*** Block opens ***
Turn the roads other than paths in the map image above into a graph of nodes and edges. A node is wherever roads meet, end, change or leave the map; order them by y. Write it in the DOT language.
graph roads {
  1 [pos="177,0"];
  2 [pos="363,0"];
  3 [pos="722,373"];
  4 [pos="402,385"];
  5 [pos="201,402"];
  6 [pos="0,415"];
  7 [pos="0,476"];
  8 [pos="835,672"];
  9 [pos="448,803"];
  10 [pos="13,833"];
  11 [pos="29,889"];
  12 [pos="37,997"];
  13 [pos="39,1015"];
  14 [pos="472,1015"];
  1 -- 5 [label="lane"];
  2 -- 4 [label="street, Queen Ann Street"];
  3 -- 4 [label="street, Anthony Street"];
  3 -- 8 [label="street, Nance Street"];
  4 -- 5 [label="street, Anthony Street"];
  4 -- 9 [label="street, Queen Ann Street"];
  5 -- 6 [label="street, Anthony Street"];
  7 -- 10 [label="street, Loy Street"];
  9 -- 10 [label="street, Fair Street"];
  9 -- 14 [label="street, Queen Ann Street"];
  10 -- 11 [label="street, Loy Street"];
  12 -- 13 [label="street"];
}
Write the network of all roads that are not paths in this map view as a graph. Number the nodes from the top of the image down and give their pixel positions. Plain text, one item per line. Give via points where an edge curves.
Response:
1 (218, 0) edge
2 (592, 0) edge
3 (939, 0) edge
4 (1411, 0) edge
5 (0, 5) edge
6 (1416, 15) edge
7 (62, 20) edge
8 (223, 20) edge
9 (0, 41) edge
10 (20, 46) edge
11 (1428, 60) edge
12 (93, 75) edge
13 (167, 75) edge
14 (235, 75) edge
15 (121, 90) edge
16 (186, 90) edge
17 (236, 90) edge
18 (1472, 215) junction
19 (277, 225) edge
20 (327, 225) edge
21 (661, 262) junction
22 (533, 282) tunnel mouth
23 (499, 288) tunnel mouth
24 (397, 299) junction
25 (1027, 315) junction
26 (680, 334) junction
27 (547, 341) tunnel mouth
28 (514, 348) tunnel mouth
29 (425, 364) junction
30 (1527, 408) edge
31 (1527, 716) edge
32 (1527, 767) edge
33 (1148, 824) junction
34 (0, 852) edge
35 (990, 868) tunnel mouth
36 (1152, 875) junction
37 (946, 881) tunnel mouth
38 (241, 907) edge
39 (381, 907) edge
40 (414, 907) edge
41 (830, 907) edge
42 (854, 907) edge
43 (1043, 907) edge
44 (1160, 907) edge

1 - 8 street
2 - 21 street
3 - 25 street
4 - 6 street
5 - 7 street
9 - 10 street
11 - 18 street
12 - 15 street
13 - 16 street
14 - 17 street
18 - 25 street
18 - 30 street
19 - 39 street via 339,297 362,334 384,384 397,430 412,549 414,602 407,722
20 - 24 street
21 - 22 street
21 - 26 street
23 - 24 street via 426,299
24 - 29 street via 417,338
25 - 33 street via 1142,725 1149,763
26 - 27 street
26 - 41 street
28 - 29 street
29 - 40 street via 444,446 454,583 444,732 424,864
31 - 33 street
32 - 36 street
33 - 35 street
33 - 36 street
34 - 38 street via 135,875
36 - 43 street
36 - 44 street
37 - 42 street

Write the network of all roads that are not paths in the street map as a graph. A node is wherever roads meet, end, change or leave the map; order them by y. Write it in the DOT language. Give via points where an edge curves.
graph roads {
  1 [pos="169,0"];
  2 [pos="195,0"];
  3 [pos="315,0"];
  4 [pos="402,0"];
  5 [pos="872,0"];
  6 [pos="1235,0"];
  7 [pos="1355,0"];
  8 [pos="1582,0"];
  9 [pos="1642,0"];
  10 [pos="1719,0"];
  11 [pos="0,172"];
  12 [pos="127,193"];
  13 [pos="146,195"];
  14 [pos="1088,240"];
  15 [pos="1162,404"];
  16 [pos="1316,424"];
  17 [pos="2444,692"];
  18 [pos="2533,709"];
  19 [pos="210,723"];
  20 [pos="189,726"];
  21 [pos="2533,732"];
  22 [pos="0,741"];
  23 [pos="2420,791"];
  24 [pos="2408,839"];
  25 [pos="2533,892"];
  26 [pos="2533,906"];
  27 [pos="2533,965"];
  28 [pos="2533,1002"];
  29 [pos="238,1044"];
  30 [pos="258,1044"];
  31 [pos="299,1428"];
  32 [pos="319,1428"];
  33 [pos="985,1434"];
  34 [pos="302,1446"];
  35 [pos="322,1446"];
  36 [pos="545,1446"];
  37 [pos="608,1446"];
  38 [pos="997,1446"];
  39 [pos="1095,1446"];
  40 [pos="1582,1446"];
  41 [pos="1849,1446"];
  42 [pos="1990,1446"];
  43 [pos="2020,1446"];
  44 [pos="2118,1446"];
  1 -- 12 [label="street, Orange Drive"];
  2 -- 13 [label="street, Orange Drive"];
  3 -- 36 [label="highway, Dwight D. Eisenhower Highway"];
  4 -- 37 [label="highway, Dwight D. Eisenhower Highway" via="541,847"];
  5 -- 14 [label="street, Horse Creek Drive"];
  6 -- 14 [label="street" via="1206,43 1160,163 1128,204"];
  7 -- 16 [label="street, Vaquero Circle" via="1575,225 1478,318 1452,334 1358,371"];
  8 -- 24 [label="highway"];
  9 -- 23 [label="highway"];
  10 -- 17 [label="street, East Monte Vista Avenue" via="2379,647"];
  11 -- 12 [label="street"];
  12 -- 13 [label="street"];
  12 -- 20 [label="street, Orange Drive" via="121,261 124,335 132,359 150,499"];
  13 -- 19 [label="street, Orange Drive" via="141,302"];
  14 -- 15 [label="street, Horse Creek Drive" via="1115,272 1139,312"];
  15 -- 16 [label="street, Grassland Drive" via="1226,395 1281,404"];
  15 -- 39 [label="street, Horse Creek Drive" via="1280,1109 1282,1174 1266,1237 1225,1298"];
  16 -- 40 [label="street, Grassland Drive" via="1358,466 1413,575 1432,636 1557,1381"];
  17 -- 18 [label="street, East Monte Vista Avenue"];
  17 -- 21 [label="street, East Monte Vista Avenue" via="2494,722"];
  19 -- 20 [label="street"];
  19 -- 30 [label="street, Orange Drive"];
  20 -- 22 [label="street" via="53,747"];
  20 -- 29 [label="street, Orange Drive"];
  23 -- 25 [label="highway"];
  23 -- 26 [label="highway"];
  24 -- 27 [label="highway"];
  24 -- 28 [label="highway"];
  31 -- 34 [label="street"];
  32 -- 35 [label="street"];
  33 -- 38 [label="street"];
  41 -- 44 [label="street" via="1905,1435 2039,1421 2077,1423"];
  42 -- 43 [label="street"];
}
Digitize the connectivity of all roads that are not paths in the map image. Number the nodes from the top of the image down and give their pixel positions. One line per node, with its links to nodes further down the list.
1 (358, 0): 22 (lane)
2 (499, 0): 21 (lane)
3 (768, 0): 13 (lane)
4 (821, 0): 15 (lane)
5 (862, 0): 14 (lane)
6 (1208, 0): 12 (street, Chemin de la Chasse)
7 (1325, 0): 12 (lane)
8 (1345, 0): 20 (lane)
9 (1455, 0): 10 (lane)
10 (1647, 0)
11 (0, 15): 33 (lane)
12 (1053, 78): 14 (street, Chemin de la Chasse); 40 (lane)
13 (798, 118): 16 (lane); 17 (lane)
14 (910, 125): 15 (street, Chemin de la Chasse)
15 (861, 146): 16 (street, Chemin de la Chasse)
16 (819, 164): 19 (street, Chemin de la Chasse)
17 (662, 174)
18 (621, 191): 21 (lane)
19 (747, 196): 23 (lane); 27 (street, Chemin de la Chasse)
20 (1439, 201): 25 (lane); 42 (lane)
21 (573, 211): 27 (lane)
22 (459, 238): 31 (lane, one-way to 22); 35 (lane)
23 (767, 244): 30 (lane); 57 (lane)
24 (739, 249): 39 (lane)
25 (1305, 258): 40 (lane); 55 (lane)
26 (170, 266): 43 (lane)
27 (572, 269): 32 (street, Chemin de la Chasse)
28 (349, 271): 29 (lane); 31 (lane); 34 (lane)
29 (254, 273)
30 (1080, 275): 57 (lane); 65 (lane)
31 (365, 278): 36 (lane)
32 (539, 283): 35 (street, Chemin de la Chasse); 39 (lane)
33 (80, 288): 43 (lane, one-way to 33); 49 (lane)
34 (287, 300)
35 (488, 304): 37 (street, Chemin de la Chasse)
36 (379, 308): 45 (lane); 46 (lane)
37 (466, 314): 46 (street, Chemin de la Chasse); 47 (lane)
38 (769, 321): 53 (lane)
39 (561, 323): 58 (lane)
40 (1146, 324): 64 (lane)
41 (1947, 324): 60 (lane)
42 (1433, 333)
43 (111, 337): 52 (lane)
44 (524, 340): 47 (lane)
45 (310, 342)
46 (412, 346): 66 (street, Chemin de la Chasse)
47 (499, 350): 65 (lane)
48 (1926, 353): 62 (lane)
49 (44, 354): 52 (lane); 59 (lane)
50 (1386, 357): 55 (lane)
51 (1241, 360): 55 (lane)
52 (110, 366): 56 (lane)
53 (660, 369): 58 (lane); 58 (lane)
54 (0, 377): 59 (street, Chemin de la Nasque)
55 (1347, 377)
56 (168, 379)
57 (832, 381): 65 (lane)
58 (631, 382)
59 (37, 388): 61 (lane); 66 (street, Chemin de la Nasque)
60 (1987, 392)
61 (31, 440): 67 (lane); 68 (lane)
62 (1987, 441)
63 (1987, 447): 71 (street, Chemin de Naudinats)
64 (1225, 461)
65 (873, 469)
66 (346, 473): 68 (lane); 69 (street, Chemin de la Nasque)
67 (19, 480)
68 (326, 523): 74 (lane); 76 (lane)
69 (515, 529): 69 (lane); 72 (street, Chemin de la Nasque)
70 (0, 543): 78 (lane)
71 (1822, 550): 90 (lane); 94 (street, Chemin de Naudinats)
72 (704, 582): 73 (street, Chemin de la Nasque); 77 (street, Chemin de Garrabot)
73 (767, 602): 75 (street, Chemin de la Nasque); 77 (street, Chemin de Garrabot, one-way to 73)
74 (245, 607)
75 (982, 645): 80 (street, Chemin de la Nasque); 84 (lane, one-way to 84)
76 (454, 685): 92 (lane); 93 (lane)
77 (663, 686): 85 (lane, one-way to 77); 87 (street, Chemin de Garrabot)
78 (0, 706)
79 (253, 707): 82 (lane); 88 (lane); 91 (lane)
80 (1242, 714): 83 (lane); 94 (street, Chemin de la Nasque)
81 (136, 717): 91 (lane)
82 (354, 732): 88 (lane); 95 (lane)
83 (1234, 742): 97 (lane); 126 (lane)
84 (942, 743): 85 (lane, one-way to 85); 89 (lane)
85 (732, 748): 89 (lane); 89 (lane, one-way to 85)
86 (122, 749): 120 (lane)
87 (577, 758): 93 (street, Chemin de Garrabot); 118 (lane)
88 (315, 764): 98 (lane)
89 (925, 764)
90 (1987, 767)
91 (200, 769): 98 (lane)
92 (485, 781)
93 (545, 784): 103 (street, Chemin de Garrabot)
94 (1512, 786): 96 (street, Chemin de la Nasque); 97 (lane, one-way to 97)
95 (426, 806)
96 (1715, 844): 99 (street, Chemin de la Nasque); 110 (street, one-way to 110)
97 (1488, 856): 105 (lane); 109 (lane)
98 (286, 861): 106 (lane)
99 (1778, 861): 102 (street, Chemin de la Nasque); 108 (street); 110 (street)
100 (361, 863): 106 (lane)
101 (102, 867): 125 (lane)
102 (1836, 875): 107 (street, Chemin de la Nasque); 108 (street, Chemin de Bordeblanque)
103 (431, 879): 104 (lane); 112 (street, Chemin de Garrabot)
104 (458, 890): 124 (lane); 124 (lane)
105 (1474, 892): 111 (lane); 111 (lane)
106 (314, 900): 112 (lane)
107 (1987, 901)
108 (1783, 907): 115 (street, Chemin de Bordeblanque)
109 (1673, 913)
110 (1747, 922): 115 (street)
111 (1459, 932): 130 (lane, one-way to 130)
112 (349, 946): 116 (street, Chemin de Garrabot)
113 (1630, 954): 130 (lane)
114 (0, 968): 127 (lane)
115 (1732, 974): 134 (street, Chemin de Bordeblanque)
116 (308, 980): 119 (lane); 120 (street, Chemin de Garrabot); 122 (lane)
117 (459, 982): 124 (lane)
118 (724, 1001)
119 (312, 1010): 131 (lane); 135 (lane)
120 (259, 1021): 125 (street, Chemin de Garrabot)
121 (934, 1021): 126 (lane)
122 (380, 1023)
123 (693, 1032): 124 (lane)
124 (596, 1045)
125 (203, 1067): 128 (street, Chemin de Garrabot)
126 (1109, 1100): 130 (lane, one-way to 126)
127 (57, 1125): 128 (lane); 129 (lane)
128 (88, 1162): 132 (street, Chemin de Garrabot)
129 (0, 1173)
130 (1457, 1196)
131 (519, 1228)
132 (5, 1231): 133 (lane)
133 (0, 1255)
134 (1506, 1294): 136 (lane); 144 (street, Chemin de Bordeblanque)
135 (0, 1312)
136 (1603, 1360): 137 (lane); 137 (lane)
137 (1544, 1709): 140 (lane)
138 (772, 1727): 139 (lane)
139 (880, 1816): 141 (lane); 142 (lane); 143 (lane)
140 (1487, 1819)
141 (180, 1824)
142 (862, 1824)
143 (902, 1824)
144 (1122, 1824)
*** Block closes ***
* _Instructions for the task_
The number of lines in the data that hold "Avenue" must be the entire answer.

* _Task output_
3